[Start of Attachment]

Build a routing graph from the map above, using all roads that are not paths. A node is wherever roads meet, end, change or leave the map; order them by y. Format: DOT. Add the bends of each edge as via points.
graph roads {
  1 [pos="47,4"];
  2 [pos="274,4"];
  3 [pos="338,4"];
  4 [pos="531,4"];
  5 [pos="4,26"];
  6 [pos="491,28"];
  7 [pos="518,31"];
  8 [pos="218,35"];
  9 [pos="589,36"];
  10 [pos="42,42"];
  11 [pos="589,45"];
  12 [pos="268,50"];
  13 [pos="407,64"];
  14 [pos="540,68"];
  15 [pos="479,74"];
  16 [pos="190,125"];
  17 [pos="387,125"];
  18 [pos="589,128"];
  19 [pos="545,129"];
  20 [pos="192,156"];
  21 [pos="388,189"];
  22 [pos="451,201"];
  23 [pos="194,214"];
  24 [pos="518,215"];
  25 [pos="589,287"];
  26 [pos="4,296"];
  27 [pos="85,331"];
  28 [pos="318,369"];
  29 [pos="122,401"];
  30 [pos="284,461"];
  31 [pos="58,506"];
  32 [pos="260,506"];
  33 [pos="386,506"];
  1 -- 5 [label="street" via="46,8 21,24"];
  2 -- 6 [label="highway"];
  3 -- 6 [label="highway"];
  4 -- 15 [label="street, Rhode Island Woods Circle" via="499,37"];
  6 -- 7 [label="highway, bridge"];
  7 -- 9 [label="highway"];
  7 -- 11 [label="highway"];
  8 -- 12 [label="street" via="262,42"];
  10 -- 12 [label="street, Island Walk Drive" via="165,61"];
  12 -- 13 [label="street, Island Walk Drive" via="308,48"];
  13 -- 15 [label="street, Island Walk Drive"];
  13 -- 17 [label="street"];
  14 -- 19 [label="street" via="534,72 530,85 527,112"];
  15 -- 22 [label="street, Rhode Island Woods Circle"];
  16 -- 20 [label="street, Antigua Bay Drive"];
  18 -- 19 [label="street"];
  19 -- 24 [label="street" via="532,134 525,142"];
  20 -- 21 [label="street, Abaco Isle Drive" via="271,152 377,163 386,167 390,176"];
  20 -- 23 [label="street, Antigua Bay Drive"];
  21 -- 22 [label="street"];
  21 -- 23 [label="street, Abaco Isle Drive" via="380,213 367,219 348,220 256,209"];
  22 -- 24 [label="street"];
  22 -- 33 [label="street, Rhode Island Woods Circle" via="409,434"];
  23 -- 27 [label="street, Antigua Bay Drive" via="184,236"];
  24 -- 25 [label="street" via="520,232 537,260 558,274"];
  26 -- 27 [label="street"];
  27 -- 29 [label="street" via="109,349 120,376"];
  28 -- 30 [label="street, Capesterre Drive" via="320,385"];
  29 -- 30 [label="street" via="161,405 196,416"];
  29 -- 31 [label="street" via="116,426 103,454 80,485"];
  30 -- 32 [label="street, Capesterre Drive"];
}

[End of Attachment]

• **What to do**: Starting with the first entry and ending with the last, give all of them again unchanged.

• **Finished exercise**:
Build a routing graph from the map above, using all roads that are not paths. A node is wherever roads meet, end, change or leave the map; order them by y. Format: DOT. Add the bends of each edge as via points.
graph roads {
  1 [pos="47,4"];
  2 [pos="274,4"];
  3 [pos="338,4"];
  4 [pos="531,4"];
  5 [pos="4,26"];
  6 [pos="491,28"];
  7 [pos="518,31"];
  8 [pos="218,35"];
  9 [pos="589,36"];
  10 [pos="42,42"];
  11 [pos="589,45"];
  12 [pos="268,50"];
  13 [pos="407,64"];
  14 [pos="540,68"];
  15 [pos="479,74"];
  16 [pos="190,125"];
  17 [pos="387,125"];
  18 [pos="589,128"];
  19 [pos="545,129"];
  20 [pos="192,156"];
  21 [pos="388,189"];
  22 [pos="451,201"];
  23 [pos="194,214"];
  24 [pos="518,215"];
  25 [pos="589,287"];
  26 [pos="4,296"];
  27 [pos="85,331"];
  28 [pos="318,369"];
  29 [pos="122,401"];
  30 [pos="284,461"];
  31 [pos="58,506"];
  32 [pos="260,506"];
  33 [pos="386,506"];
  1 -- 5 [label="street" via="46,8 21,24"];
  2 -- 6 [label="highway"];
  3 -- 6 [label="highway"];
  4 -- 15 [label="street, Rhode Island Woods Circle" via="499,37"];
  6 -- 7 [label="highway, bridge"];
  7 -- 9 [label="highway"];
  7 -- 11 [label="highway"];
  8 -- 12 [label="street" via="262,42"];
  10 -- 12 [label="street, Island Walk Drive" via="165,61"];
  12 -- 13 [label="street, Island Walk Drive" via="308,48"];
  13 -- 15 [label="street, Island Walk Drive"];
  13 -- 17 [label="street"];
  14 -- 19 [label="street" via="534,72 530,85 527,112"];
  15 -- 22 [label="street, Rhode Island Woods Circle"];
  16 -- 20 [label="street, Antigua Bay Drive"];
  18 -- 19 [label="street"];
  19 -- 24 [label="street" via="532,134 525,142"];
  20 -- 21 [label="street, Abaco Isle Drive" via="271,152 377,163 386,167 390,176"];
  20 -- 23 [label="street, Antigua Bay Drive"];
  21 -- 22 [label="street"];
  21 -- 23 [label="street, Abaco Isle Drive" via="380,213 367,219 348,220 256,209"];
  22 -- 24 [label="street"];
  22 -- 33 [label="street, Rhode Island Woods Circle" via="409,434"];
  23 -- 27 [label="street, Antigua Bay Drive" via="184,236"];
  24 -- 25 [label="street" via="520,232 537,260 558,274"];
  26 -- 27 [label="street"];
  27 -- 29 [label="street" via="109,349 120,376"];
  28 -- 30 [label="street, Capesterre Drive" via="320,385"];
  29 -- 30 [label="street" via="161,405 196,416"];
  29 -- 31 [label="street" via="116,426 103,454 80,485"];
  30 -- 32 [label="street, Capesterre Drive"];
}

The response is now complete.